Korea calls them 'MZ.' Young people are having none of it
진행자: 최정윤, Tannith Kriel
기사 요약: 이젠 일상 용어가 돼 버린 "MZ." 하지만 정작 MZ사람들은 공감을 못하는 용어라는데...이 용어, 어디서 온거고 왜 쓰는건가요?
[1] The Pew Research Center defines Millennials as those born between 1981 and 1996, and Gen Z as those born after 1997. But curiously in Korea, these two age groups are commonly lumped together under the term "MZ" -- an unusually broad grouping spanning from teenagers to adults in their early 40s.
curiously: 별나게, 특이하게
lump together: 합치다
[2] The term has exploded across news headlines, policy proposals, marketing campaigns and social media in recent years.
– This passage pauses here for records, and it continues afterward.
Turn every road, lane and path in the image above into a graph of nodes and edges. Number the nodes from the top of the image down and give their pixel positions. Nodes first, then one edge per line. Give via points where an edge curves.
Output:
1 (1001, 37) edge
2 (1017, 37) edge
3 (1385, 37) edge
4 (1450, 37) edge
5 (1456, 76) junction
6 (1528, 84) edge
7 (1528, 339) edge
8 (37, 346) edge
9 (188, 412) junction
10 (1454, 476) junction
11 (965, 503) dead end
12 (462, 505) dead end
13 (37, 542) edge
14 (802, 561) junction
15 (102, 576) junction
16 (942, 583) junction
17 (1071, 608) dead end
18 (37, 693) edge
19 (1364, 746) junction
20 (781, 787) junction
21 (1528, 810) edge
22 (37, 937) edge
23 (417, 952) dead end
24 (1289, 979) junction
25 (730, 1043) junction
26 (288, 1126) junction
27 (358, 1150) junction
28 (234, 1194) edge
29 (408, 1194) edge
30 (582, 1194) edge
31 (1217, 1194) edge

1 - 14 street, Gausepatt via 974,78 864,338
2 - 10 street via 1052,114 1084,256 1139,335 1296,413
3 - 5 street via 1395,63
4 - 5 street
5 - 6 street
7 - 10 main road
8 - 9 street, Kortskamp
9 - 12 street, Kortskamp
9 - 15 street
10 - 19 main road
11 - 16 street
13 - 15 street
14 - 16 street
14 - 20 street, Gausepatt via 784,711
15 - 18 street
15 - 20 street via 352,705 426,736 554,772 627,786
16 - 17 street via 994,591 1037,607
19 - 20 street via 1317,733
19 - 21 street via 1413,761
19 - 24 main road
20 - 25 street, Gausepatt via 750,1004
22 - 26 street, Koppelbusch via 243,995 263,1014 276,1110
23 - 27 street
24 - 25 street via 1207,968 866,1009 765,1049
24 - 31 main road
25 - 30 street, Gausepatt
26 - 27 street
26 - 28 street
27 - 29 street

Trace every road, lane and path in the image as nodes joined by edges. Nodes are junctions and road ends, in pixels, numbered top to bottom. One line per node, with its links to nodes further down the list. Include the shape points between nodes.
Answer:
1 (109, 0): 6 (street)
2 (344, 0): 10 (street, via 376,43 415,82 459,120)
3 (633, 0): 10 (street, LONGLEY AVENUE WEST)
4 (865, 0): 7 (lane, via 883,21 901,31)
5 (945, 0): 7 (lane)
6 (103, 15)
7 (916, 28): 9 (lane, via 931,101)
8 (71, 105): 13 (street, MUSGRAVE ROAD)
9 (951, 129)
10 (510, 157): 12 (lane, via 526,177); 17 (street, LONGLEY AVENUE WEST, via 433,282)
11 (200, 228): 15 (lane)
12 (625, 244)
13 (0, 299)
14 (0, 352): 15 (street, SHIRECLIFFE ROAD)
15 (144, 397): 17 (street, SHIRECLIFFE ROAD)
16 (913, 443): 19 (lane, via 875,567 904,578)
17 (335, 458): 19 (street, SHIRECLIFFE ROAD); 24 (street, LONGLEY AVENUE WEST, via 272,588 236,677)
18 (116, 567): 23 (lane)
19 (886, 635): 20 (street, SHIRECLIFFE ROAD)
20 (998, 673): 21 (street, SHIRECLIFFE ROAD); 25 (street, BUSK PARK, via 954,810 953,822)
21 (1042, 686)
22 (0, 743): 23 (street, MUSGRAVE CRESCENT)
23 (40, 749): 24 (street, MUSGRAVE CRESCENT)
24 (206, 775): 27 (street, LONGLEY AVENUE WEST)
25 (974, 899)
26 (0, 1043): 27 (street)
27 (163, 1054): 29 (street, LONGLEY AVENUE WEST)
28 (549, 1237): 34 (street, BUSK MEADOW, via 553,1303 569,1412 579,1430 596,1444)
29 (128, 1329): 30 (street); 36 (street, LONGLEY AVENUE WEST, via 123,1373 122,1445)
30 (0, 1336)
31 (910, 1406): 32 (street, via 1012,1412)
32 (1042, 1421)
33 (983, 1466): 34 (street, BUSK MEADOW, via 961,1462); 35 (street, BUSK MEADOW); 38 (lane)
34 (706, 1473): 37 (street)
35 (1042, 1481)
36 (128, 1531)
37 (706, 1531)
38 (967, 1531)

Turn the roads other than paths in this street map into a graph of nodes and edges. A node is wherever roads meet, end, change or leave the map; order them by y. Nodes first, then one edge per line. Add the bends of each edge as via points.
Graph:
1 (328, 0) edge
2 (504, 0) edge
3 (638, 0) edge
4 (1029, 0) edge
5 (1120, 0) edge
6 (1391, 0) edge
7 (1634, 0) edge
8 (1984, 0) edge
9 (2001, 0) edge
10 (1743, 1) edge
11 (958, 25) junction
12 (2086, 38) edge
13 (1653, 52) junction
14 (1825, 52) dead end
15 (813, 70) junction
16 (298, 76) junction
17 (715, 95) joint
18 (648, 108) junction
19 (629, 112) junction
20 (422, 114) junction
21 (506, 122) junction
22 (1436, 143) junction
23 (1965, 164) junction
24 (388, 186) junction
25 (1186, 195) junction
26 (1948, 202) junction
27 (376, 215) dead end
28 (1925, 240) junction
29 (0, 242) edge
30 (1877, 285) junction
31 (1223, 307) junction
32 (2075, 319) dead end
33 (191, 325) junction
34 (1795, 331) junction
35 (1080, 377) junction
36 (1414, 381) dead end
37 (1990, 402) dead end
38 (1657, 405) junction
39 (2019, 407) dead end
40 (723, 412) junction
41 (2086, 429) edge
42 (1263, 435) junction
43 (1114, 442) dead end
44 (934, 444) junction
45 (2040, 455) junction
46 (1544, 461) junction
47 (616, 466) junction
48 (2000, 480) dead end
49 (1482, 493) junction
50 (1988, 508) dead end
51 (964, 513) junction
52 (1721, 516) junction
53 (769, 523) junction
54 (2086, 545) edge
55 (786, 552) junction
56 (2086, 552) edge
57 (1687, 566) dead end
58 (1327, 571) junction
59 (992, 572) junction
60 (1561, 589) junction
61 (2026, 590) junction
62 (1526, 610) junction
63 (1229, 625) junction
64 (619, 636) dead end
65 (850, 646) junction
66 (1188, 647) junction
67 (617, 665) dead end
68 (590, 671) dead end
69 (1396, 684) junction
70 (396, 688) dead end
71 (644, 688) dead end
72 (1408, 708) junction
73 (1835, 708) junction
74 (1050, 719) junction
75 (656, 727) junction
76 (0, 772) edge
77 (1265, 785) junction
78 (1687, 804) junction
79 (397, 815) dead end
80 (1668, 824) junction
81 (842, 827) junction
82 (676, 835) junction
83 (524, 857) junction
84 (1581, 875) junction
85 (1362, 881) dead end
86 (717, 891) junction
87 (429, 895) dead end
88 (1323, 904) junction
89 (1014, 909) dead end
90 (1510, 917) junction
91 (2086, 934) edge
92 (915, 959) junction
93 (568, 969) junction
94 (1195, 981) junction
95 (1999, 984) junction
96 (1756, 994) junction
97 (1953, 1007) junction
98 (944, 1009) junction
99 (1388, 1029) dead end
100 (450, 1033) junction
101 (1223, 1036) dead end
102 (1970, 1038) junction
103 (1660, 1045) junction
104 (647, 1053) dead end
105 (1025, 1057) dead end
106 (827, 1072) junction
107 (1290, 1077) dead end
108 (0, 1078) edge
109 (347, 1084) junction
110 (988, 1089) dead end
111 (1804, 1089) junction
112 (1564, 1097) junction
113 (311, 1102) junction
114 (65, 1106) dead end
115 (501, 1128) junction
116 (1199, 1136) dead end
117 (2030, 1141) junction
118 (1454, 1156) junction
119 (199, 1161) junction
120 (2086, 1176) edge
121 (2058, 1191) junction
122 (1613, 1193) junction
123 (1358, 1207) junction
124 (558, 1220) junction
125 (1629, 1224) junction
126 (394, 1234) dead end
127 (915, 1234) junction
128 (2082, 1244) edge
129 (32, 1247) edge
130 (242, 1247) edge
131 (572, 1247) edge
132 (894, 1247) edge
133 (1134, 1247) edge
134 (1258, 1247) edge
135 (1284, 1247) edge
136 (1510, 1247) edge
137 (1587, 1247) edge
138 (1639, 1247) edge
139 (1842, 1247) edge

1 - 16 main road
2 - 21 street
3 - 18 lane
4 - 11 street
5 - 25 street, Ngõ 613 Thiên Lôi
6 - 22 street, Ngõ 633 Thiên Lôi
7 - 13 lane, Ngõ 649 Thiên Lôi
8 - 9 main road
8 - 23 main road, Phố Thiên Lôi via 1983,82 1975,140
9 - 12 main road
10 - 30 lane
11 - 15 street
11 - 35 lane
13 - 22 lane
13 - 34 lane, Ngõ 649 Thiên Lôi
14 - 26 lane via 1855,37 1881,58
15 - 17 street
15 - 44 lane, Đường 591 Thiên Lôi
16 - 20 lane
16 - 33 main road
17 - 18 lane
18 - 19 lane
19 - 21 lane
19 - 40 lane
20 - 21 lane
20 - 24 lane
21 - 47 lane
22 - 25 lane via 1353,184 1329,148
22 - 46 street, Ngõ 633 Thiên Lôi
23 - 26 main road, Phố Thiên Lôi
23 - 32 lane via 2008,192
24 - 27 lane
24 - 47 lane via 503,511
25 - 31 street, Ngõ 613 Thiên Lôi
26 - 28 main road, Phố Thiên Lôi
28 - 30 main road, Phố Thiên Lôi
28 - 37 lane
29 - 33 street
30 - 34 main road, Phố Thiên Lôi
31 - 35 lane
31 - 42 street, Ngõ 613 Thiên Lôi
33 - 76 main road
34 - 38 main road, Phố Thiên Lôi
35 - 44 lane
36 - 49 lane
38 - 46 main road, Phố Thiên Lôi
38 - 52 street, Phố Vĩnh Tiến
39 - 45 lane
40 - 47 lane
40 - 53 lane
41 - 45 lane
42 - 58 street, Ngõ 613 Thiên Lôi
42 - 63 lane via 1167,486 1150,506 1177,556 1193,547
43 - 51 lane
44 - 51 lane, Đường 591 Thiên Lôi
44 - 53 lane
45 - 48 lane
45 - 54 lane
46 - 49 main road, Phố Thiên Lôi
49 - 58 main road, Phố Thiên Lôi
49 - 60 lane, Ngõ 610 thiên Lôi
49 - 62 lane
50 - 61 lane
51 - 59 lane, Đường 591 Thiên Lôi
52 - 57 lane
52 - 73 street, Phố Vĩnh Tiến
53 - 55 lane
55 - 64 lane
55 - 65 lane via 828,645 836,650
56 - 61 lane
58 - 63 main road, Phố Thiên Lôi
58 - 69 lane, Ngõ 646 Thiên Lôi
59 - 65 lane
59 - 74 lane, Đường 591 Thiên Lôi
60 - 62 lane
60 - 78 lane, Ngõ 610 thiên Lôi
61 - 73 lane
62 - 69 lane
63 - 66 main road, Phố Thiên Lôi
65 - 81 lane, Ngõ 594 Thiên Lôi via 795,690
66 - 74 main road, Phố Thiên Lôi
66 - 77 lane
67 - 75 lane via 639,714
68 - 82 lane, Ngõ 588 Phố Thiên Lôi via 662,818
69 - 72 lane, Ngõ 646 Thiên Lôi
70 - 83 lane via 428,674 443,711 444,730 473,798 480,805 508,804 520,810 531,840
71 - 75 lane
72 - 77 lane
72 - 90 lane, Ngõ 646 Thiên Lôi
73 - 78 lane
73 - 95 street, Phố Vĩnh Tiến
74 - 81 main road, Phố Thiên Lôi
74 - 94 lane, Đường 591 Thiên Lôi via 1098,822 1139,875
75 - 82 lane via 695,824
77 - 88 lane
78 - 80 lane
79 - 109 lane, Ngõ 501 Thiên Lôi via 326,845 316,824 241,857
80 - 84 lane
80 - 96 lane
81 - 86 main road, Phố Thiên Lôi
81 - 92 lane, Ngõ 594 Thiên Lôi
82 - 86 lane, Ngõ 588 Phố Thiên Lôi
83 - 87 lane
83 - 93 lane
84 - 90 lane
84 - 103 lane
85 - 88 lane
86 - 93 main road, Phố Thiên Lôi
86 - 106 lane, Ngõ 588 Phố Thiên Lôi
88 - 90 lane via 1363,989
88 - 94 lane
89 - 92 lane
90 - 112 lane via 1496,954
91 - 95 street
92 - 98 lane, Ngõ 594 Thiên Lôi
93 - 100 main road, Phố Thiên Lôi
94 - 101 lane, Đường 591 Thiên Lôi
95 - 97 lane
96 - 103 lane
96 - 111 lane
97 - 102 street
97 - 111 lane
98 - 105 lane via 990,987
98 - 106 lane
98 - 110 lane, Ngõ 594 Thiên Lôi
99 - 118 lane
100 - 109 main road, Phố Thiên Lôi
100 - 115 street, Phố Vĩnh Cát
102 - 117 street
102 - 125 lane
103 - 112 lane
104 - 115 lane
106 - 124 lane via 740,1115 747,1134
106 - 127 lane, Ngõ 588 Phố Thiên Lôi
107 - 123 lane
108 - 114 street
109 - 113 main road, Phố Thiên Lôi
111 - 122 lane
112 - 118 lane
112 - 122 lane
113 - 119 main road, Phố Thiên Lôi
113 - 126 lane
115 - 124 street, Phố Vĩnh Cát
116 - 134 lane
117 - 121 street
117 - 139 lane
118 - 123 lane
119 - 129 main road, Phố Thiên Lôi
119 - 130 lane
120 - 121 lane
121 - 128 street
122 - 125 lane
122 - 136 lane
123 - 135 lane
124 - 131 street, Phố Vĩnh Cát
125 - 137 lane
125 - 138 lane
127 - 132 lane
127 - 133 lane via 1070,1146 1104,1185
It's not just a handy catch-all for everything supposedly wrong about young people, but also a go-to label for marketers and influencers who slap "MZ" onto every seemingly fashionable trend and lifestyle phenomenon.
explode: 폭발하다. 폭발적으로 퍼지다
handy: 유용한, 편리한 / 손재주가 있는
catch-all: 두루뭉술한 표현
go-to: 제일 많이 ~하는 / 믿을 만한
slap onto: 철썩 붙이다
[3] Either way, it has created confusion for those swept up in the mix, particularly among actual Gen Z folks who see no connection between their reality and what the term seems to suggest. "It's just a buzzword that doesn't reflect our reality at all," says Chloe Lee, a 23-year-old college student. "I feel like it's mostly older people using this term when they want to complain about young people in general."
be swept up in: ~에 휩싸이다
buzzword: 유행어
[4] The prevalence of this catch-all term reveals more about those who use it than those it purports to describe, experts say. "It's essentially a meaningless concept with no academic merit," Shin Jin-wook, sociology professor at Chung-Ang University, told The Korea Herald via email. "If anything, the term's very vagueness makes it a perfect material for political and commercial exploitation."